__WHAT TO WORK ON__.
Your output should be each line from the material below that has the word "Avenue".
===============
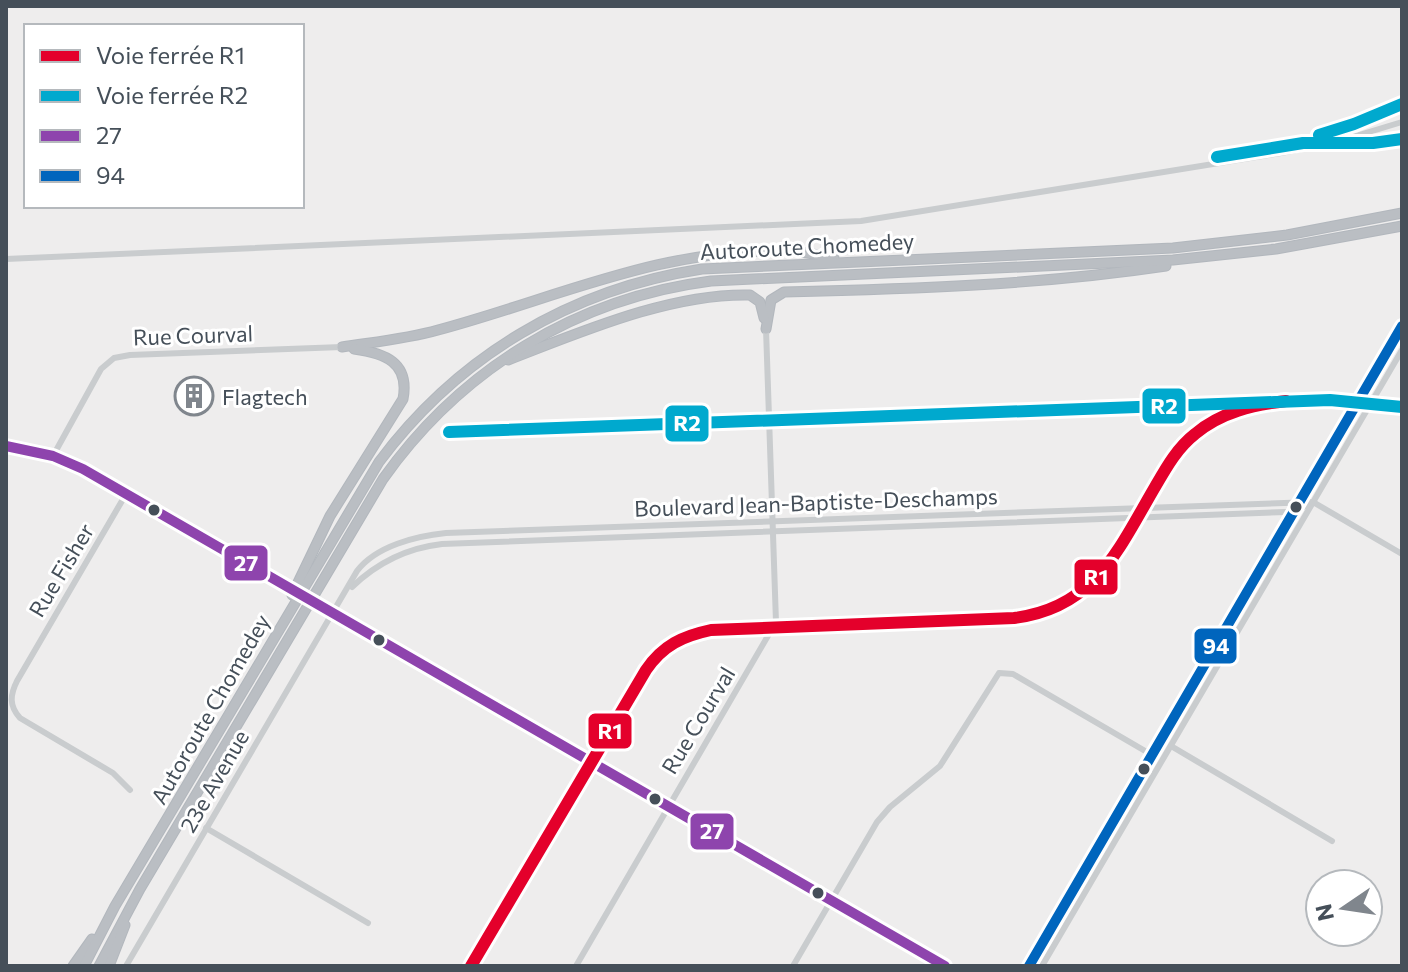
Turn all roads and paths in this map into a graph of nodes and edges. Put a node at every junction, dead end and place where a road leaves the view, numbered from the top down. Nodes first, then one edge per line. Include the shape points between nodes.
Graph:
1 (1402, 122) edge
2 (1402, 213) edge
3 (1402, 226) edge
4 (1231, 255) junction
5 (6, 259) edge
6 (856, 261) junction
7 (1402, 326) edge
8 (766, 329) junction
9 (342, 347) junction
10 (1402, 350) edge
11 (493, 366) junction
12 (1373, 376) junction
13 (1383, 382) junction
14 (1345, 424) junction
15 (1356, 430) junction
16 (6, 446) edge
17 (53, 456) junction
18 (126, 494) junction
19 (1313, 502) junction
20 (1299, 503) junction
21 (1158, 508) junction
22 (1294, 512) junction
23 (1158, 517) junction
24 (873, 518) junction
25 (773, 522) junction
26 (873, 527) junction
27 (774, 530) junction
28 (1402, 554) edge
29 (344, 594) junction
30 (332, 613) junction
31 (262, 656) junction
32 (1171, 746) junction
33 (1152, 755) junction
34 (1162, 761) junction
35 (130, 790) dead end
36 (669, 807) junction
37 (206, 828) junction
38 (1332, 841) dead end
39 (140, 889) junction
40 (831, 900) junction
41 (115, 906) junction
42 (368, 923) dead end
43 (73, 966) edge
44 (84, 966) edge
45 (99, 966) edge
46 (109, 966) edge
47 (126, 966) edge
48 (576, 966) edge
49 (793, 966) edge
50 (945, 966) edge
51 (1029, 966) edge
52 (1042, 966) edge

1 - 5 street via 1281,153 871,220
2 - 6 highway, Autoroute Chomedey via 1208,245
3 - 4 highway, Autoroute Chomedey
4 - 8 highway via 1117,273 967,287 784,292 771,300
4 - 11 highway, Autoroute Chomedey via 699,282 644,293 586,314
6 - 9 highway via 789,251 692,257 614,275 441,329
6 - 31 highway, Autoroute Chomedey via 725,266 663,276 578,303 496,348 429,404 379,462
7 - 12 street
8 - 11 highway via 761,304 746,294 613,321
8 - 25 street, Rue Courval
9 - 17 street, Rue Courval via 114,358 99,373
9 - 31 highway via 389,358 402,375 404,394 325,526
10 - 13 street
11 - 39 highway, Autoroute Chomedey via 431,420 383,479
12 - 13 street
12 - 14 street
13 - 15 street
14 - 15 street
14 - 20 street
15 - 19 street
16 - 17 street
17 - 18 street
18 - 30 street, bridge
18 - 35 street, Rue Fisher via 17,681 11,700 25,722 113,773
19 - 20 street, Boulevard Jean-Baptiste-Deschamps
19 - 22 street, Boulevard Jean-Baptiste-Deschamps
19 - 28 street
19 - 32 street
20 - 21 street, Boulevard Jean-Baptiste-Deschamps
20 - 22 street
21 - 23 street
21 - 24 street, Boulevard Jean-Baptiste-Deschamps
22 - 23 street, Boulevard Jean-Baptiste-Deschamps
22 - 33 street
23 - 26 street, Boulevard Jean-Baptiste-Deschamps
24 - 25 street, Boulevard Jean-Baptiste-Deschamps
24 - 26 street
25 - 27 street, Rue Courval
25 - 29 street, Boulevard Jean-Baptiste-Deschamps via 425,536 369,559
26 - 27 street, Boulevard Jean-Baptiste-Deschamps
27 - 29 street, Boulevard Jean-Baptiste-Deschamps via 435,545 390,559
27 - 36 street, Rue Courval via 776,622
29 - 30 street, Boulevard Jean-Baptiste-Deschamps
30 - 36 street
30 - 37 street, 23e Avenue
31 - 41 highway, Autoroute Chomedey
32 - 34 street
32 - 38 street
33 - 34 street
33 - 40 street via 1013,674 999,673 943,762 877,822
33 - 51 street
34 - 52 street
36 - 40 street
36 - 48 street, Rue Courval
37 - 42 street
37 - 47 street, 23e Avenue
39 - 45 highway, Autoroute Chomedey
39 - 46 highway
40 - 49 street
40 - 50 street
41 - 43 highway
41 - 44 highway, Autoroute Chomedey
===============
__EXERCISE RESULT__.
30 - 37 street, 23e Avenue
37 - 47 street, 23e Avenue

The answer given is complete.